[![PyPI](https://img.shields.io/pypi/v/nba-on-court)](https://pypi.python.org/pypi/nba-on-court)
[![License: MIT](https://img.shields.io/badge/License-MIT-yellow.svg)](https://github.com/shufinskiy/nba-on-court/blob/master/LICENSE)
[![Downloads](https://static.pepy.tech/badge/nba-on-court)](https://pepy.tech/project/nba-on-court)
[![Telegram](https://img.shields.io/badge/telegram-write%20me-blue.svg)](https://t.me/brains14482)
[![Open In Colab](https://colab.research.google.com/assets/colab-badge.svg)](https://colab.research.google.com/drive/1MuUcSj59kl-FO4X-LBRxxOZtEZLfWLDT)
Fast download of play-by-play data and adding data about players on court in NBA games.

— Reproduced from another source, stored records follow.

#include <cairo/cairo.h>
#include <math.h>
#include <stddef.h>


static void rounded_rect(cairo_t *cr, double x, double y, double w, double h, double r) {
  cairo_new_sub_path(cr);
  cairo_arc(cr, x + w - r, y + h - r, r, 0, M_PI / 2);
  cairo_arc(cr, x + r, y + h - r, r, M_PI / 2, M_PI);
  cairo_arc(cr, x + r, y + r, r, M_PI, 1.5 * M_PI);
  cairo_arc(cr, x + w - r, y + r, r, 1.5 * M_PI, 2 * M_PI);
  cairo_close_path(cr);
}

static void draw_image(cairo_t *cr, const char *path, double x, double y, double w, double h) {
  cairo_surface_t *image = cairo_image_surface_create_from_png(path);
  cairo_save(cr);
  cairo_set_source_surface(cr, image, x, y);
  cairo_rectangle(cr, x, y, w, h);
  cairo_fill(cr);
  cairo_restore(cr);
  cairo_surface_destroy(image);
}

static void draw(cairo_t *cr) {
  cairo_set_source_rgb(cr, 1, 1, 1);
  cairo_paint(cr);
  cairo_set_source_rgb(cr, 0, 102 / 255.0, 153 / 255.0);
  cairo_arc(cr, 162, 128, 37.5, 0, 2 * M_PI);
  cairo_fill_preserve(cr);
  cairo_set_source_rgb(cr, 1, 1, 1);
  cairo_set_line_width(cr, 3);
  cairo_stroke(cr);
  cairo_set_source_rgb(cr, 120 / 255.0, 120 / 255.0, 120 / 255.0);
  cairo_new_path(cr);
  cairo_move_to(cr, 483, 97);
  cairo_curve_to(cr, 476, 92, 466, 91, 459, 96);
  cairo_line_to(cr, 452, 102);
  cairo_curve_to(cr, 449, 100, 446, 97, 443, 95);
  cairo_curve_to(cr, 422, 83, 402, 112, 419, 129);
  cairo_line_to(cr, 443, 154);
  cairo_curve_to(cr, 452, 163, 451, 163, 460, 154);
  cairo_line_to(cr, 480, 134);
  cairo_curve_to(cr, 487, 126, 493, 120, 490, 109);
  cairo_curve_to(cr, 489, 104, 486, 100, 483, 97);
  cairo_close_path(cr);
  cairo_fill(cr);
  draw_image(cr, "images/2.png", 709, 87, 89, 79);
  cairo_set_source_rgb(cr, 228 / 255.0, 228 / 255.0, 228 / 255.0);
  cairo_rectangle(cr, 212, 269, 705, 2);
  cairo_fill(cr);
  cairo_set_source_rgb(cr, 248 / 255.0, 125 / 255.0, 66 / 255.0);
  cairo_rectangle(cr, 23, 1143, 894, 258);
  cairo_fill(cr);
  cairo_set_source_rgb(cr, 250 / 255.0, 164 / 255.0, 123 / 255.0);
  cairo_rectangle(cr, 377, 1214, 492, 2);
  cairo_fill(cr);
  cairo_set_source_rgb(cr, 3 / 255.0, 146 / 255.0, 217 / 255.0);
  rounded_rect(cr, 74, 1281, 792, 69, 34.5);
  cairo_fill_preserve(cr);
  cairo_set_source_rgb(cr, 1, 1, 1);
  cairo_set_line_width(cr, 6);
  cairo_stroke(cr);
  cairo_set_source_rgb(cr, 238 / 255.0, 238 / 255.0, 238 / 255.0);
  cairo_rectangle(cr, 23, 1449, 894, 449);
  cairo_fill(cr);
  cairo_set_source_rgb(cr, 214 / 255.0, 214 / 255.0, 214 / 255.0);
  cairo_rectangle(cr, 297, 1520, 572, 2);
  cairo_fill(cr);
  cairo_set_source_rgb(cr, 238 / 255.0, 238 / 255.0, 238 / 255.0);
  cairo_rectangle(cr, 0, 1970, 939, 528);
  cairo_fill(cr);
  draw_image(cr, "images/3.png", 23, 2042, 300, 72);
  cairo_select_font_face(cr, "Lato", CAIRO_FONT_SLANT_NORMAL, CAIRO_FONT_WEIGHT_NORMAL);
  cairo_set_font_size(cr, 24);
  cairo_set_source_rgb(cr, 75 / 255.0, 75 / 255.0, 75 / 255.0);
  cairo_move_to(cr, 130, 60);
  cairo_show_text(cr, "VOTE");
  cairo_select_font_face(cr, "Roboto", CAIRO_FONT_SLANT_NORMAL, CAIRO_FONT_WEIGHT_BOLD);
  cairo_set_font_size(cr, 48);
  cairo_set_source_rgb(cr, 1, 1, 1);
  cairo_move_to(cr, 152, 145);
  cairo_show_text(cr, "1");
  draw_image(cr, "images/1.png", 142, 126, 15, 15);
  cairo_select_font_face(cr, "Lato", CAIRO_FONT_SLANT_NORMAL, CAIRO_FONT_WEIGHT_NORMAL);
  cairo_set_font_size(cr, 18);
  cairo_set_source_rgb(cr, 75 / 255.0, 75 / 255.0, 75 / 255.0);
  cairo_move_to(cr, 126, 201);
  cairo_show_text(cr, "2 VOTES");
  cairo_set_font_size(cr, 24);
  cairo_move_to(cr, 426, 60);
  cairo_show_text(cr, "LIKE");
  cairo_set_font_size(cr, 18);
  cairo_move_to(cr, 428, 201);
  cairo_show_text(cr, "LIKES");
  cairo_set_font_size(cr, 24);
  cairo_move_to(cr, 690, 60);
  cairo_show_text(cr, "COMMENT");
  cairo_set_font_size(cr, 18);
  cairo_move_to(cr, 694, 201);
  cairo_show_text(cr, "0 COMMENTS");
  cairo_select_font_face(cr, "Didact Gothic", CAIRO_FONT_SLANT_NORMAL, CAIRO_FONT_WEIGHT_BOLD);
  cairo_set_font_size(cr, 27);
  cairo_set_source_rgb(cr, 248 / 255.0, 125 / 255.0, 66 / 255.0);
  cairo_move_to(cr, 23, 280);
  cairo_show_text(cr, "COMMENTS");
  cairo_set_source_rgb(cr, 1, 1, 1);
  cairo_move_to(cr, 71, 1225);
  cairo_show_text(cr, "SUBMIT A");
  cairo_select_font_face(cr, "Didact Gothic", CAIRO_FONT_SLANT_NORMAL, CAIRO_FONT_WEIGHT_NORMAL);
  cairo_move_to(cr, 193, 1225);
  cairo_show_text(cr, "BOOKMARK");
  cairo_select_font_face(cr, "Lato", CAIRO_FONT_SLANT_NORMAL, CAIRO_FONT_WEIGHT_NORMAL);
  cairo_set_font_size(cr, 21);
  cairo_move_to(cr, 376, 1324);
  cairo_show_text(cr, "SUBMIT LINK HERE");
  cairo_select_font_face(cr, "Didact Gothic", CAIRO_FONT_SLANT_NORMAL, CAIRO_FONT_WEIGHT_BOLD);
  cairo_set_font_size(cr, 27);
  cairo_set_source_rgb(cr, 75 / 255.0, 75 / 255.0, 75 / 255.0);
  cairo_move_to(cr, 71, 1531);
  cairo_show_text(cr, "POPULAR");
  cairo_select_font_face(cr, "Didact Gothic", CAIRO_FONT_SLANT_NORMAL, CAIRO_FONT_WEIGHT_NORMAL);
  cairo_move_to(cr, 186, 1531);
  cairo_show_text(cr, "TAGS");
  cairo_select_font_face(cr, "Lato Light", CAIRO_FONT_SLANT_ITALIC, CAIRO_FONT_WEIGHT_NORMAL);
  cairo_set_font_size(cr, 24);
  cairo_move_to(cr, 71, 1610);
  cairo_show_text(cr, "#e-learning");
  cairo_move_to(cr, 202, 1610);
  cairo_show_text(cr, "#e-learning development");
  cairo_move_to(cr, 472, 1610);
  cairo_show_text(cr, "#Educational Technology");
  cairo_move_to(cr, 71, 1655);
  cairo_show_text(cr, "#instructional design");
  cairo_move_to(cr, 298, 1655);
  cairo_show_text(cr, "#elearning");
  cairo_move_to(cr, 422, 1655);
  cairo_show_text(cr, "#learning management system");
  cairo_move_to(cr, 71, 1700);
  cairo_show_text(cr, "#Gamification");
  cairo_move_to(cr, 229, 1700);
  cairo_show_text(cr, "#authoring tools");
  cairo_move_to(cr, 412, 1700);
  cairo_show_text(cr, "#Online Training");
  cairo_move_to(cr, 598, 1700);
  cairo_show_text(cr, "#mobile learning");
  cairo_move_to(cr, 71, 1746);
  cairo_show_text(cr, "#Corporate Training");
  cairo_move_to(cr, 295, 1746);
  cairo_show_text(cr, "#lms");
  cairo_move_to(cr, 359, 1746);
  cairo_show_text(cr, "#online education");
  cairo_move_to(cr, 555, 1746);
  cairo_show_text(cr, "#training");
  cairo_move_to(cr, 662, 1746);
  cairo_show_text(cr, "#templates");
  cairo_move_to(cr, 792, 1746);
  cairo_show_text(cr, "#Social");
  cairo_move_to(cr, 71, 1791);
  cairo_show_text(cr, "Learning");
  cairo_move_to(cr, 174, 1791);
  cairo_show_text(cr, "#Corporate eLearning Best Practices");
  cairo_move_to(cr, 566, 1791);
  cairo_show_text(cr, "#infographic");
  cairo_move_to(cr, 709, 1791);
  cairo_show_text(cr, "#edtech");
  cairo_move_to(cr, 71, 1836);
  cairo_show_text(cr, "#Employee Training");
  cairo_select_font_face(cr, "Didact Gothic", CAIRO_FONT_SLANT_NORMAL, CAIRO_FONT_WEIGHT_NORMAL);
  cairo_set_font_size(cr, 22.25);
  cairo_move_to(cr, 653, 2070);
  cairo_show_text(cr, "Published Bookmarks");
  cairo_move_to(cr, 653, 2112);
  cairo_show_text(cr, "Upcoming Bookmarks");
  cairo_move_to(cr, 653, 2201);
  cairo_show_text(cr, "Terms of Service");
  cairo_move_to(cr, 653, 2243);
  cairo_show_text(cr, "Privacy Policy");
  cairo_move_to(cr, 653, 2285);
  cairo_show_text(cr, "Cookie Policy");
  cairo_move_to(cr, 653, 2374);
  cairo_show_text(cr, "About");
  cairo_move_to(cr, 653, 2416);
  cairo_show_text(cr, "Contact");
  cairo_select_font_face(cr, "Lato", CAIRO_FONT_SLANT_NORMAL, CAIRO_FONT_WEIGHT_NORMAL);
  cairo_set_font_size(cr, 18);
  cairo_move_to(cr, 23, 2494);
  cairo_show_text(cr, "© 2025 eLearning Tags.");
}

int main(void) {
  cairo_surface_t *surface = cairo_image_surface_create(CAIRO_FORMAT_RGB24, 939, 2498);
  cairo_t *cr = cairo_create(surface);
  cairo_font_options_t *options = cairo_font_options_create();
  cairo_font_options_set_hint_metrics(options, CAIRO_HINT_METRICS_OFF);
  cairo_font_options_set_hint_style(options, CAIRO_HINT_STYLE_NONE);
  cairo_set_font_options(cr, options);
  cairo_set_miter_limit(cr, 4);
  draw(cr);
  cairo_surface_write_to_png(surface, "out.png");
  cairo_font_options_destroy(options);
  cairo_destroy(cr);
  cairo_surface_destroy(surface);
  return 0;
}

================================================
Update [31-05-2024]: Added the opportunity to work with WNBA data from the repository [nba_data](https://github.com/shufinskiy/nba_data)
------
**nba_on_court** package allows you next things:
1. Fast download play-by-play data from [nba_data](https://github.com/shufinskiy/nba_data) repository
2. Add to play-by-play data information about players who were on court at any given time.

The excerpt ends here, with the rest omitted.